- _PROBLEM DETAILS_
Please reproduce the entries exactly as they appear below, but not the pictures.

- _Records from a dataset_
*** Block opens ***

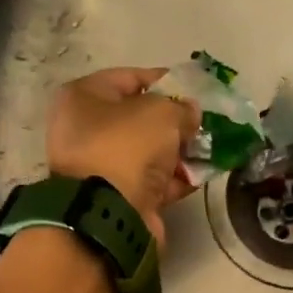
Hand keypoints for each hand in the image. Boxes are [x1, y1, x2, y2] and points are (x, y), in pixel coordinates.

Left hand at [48, 67, 198, 244]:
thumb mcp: (162, 113)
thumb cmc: (127, 147)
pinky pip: (150, 181)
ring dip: (178, 152)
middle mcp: (85, 131)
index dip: (163, 81)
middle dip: (173, 121)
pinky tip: (201, 176)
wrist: (110, 213)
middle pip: (138, 119)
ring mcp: (100, 168)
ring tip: (209, 150)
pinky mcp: (117, 198)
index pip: (128, 78)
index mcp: (83, 99)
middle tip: (202, 123)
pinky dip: (174, 178)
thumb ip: (181, 107)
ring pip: (147, 152)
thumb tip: (190, 113)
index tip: (192, 89)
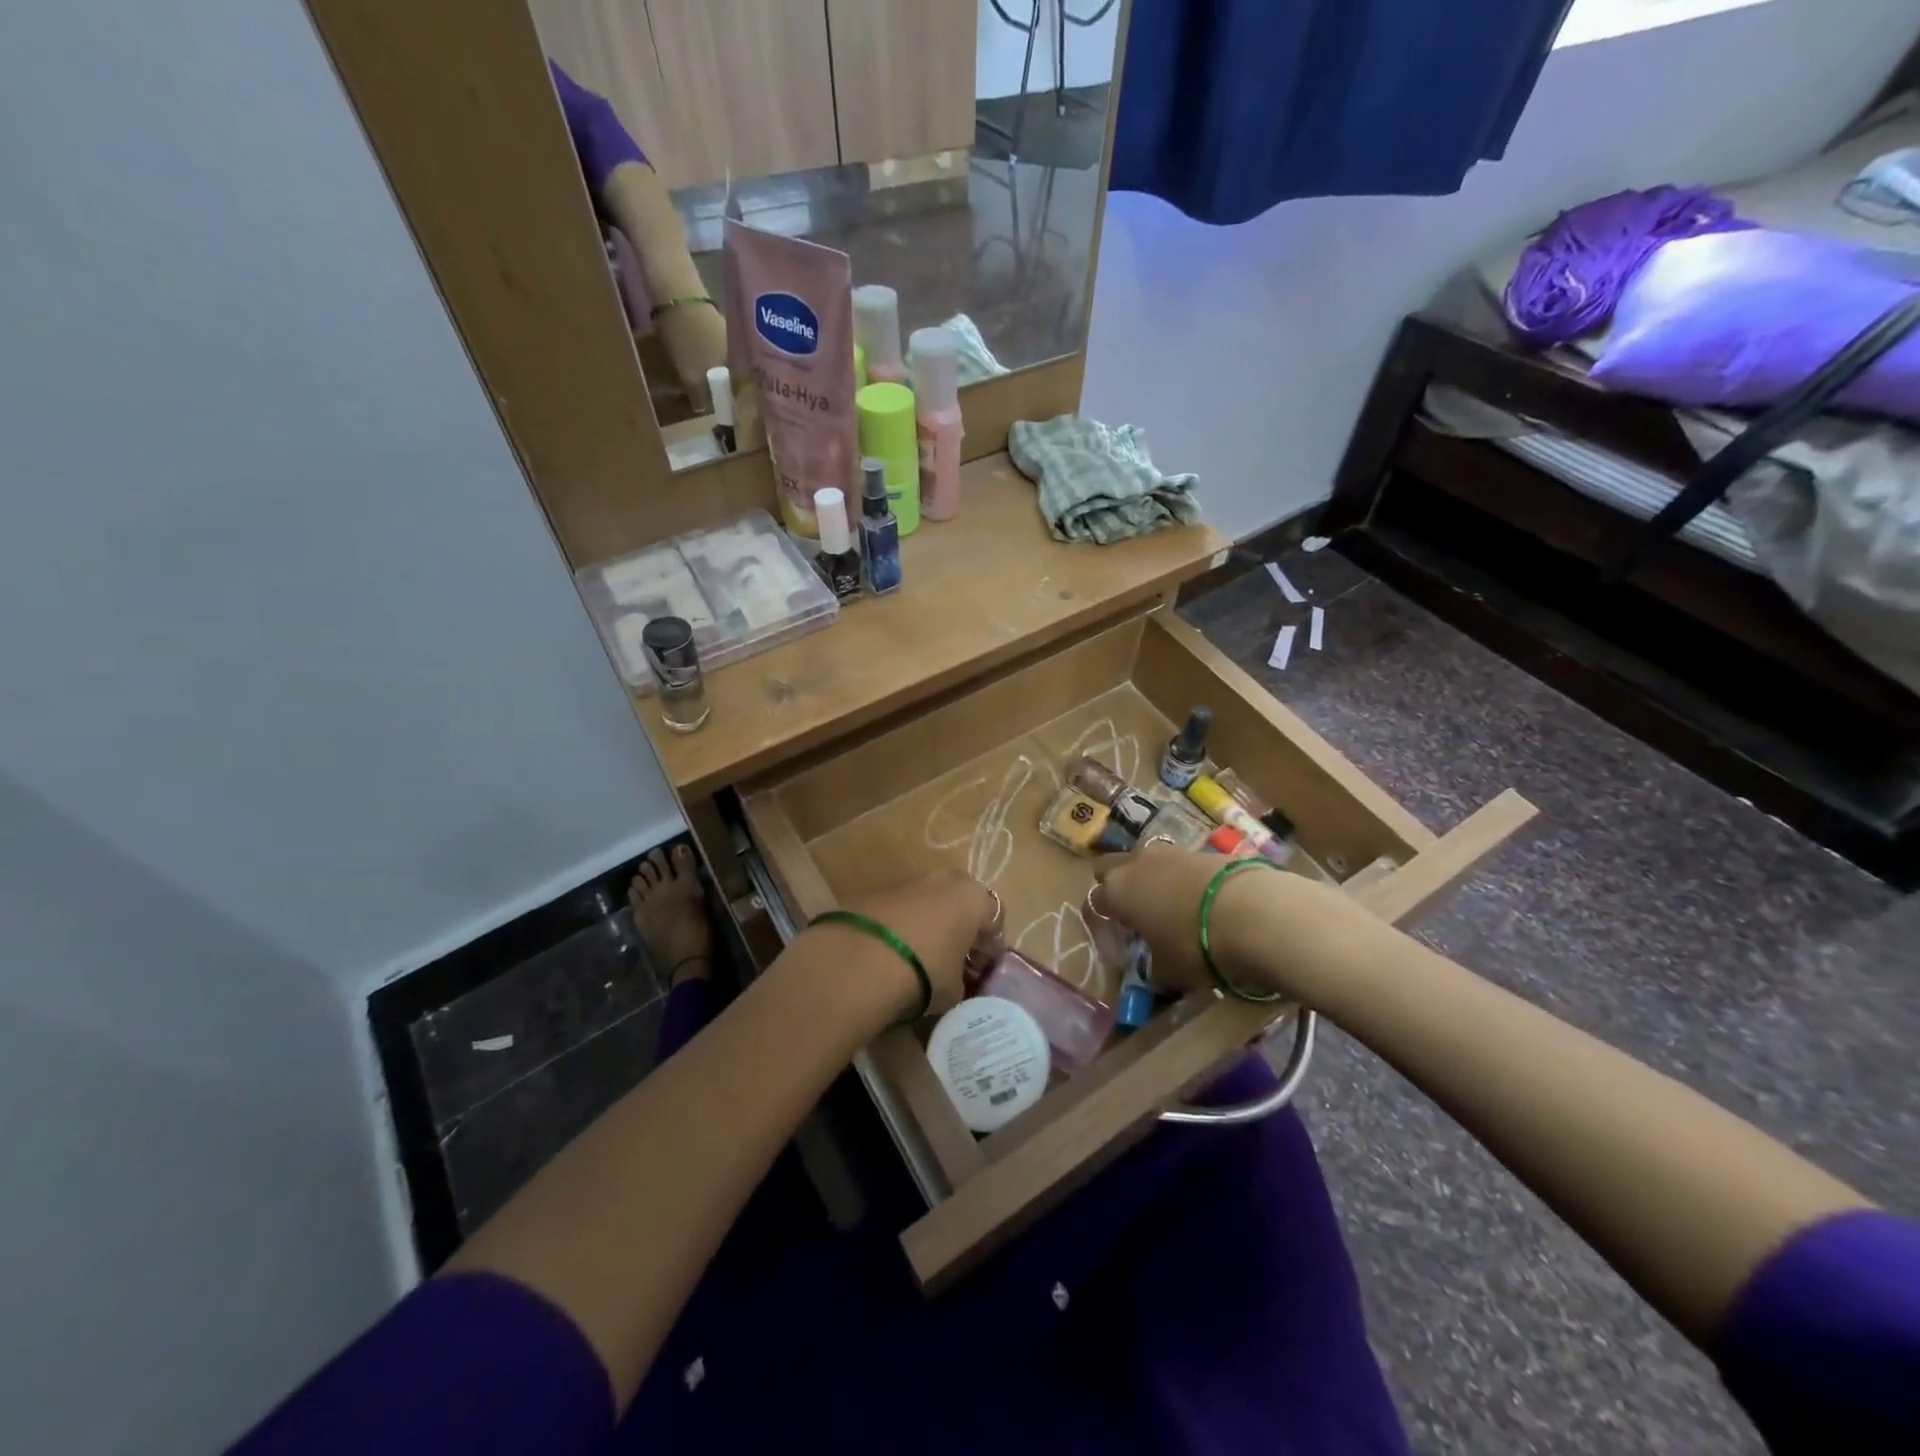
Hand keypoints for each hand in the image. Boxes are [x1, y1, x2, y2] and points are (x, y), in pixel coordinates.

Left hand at [833, 869, 996, 1018]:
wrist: (859, 960)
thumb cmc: (925, 972)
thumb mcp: (955, 990)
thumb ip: (963, 981)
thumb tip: (957, 981)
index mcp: (974, 898)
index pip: (995, 919)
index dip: (991, 947)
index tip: (984, 969)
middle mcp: (945, 880)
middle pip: (962, 902)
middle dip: (963, 927)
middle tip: (958, 958)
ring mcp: (910, 881)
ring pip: (932, 901)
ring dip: (933, 923)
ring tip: (926, 956)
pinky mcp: (878, 891)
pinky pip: (904, 908)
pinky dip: (906, 925)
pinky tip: (898, 951)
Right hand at [1091, 843, 1226, 995]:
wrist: (1249, 911)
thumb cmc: (1193, 944)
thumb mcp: (1168, 971)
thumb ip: (1153, 969)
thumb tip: (1155, 971)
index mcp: (1117, 892)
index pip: (1094, 904)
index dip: (1101, 926)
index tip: (1116, 947)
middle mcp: (1135, 864)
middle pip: (1109, 867)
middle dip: (1115, 886)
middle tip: (1131, 914)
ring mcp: (1169, 852)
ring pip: (1145, 861)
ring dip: (1149, 879)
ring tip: (1167, 906)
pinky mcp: (1201, 850)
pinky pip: (1177, 864)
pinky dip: (1180, 879)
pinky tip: (1197, 901)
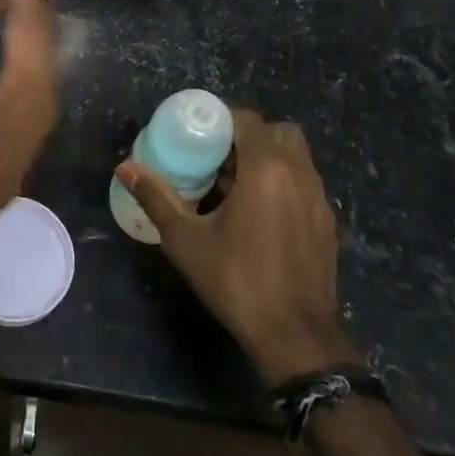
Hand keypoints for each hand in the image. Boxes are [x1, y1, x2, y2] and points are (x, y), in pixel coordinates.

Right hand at [119, 111, 357, 384]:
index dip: (222, 118)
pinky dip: (284, 183)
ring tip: (236, 184)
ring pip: (296, 157)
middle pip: (278, 132)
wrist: (296, 337)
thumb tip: (125, 168)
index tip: (198, 133)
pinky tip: (260, 214)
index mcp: (266, 169)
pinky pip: (305, 184)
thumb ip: (156, 197)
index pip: (247, 119)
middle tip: (219, 156)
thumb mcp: (186, 240)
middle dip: (249, 135)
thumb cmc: (237, 281)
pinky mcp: (328, 223)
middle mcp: (299, 174)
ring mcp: (319, 199)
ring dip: (269, 158)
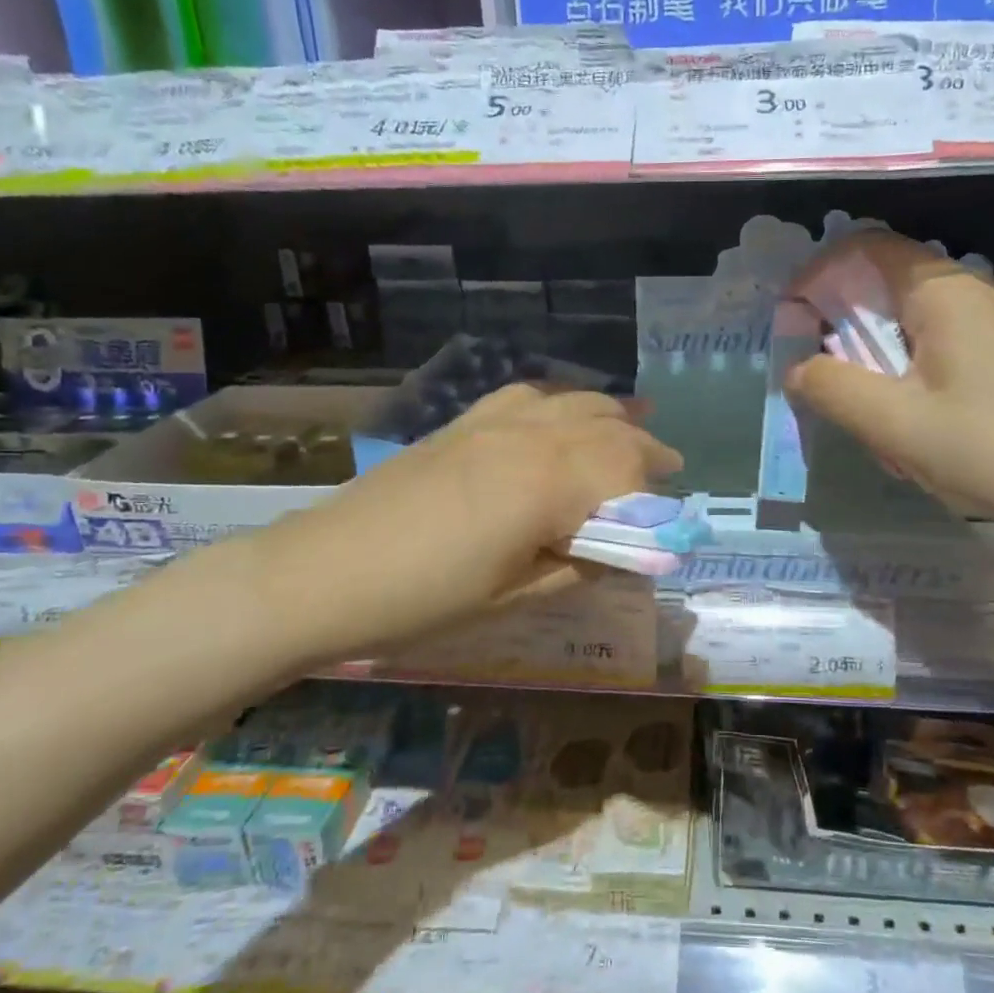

*** Block closes ***

- _ANSWER SECTION_
Hand keypoints for each hand in the image. Boxes are [x1, y1, x2, y2] and points are (x, y), in pixel coordinates.

Left hand at [48, 67, 198, 244]:
thumb mcp: (162, 113)
thumb cmc: (127, 147)
pinky pip: (150, 181)
ring dip: (178, 152)
middle mcp: (85, 131)
index dip: (163, 81)
middle dip: (173, 121)
pinky tip: (201, 176)
wrist: (110, 213)
middle pip: (138, 119)
ring mcp: (100, 168)
ring tip: (209, 150)
pinky mcp: (117, 198)
index pip: (128, 78)
index mcp: (83, 99)
middle tip: (202, 123)
pinky dip: (174, 178)
thumb ip: (181, 107)
ring pip: (147, 152)
thumb tip: (190, 113)
index tip: (192, 89)
Hand keypoints for each hand in the image. Boxes are [x1, y1, x2, y2] and points are (x, y), in pixel coordinates.

Left hand at [833, 869, 996, 1018]:
wrist: (859, 960)
thumb cmc: (925, 972)
thumb mcp: (955, 990)
thumb ip: (963, 981)
thumb tip: (957, 981)
index mcp: (974, 898)
index pip: (995, 919)
index dip: (991, 947)
index tip: (984, 969)
middle mcp: (945, 880)
middle pip: (962, 902)
middle dip: (963, 927)
middle tip: (958, 958)
ring mcp: (910, 881)
ring pip: (932, 901)
ring dip: (933, 923)
ring tip: (926, 956)
pinky mcp: (878, 891)
pinky pip: (904, 908)
pinky dip: (906, 925)
pinky tip: (898, 951)
Right hand at [1091, 843, 1226, 995]:
wrist: (1249, 911)
thumb cmc: (1193, 944)
thumb mcp: (1168, 971)
thumb ip: (1153, 969)
thumb tip: (1155, 971)
index mcp: (1117, 892)
index pip: (1094, 904)
index dip: (1101, 926)
index tip: (1116, 947)
middle mcp: (1135, 864)
middle pip: (1109, 867)
middle dip: (1115, 886)
middle tip: (1131, 914)
ring mcp: (1169, 852)
ring pip: (1145, 861)
ring dip: (1149, 879)
ring tip: (1167, 906)
pinky mcp: (1201, 850)
pinky pip: (1177, 864)
pinky dip: (1180, 879)
pinky tip: (1197, 901)
Hand keypoints for each hand in the image. Boxes are [x1, y1, x2, y2] and points are (x, y), in pixel coordinates.

Right hand at [119, 111, 357, 384]:
index dip: (222, 118)
pinky dip: (284, 183)
ring tip: (236, 184)
ring pip: (296, 157)
middle pip: (278, 132)
wrist: (296, 337)
thumb tip: (125, 168)
index tip: (198, 133)
pinky tip: (260, 214)
index mcp: (266, 169)
pinky pip: (305, 184)
thumb ip: (156, 197)
index pip: (247, 119)
middle tip: (219, 156)
thumb mcp: (186, 240)
middle dip: (249, 135)
thumb cmc: (237, 281)
pinky mcp: (328, 223)
middle mcp: (299, 174)
ring mcp: (319, 199)
ring dip: (269, 158)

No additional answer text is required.